» ACTIVITY
Find and copy each line in the material below where the string "path" occurs.

» INPUT MATERIAL
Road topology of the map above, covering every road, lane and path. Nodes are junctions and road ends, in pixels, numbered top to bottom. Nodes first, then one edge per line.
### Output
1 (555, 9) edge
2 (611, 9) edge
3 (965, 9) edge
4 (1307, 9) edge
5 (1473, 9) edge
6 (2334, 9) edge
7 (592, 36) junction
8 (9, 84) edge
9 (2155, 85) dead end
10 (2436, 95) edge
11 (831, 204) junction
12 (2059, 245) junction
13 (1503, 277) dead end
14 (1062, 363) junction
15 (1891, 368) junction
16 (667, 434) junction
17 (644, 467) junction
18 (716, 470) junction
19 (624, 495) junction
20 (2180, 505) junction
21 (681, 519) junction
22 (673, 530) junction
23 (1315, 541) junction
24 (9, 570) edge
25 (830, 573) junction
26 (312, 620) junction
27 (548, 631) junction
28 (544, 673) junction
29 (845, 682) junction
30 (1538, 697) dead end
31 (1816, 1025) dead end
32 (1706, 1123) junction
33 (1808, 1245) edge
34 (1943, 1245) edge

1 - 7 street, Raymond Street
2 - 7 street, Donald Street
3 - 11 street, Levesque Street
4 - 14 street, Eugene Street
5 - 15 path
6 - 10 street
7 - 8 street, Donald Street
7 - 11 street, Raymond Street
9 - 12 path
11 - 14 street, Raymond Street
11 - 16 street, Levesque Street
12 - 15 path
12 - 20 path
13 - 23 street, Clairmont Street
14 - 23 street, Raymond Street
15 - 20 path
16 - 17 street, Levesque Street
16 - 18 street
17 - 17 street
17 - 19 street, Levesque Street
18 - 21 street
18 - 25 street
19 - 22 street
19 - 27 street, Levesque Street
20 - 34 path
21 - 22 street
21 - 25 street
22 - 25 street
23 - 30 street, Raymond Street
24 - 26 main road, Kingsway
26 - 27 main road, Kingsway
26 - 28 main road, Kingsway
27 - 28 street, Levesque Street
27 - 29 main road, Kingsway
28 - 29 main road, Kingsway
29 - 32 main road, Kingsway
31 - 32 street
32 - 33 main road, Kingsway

» RESPONSE AREA
Road topology of the map above, covering every road, lane and path. Nodes are junctions and road ends, in pixels, numbered top to bottom. Nodes first, then one edge per line.
5 - 15 path
9 - 12 path
12 - 15 path
12 - 20 path
15 - 20 path
20 - 34 path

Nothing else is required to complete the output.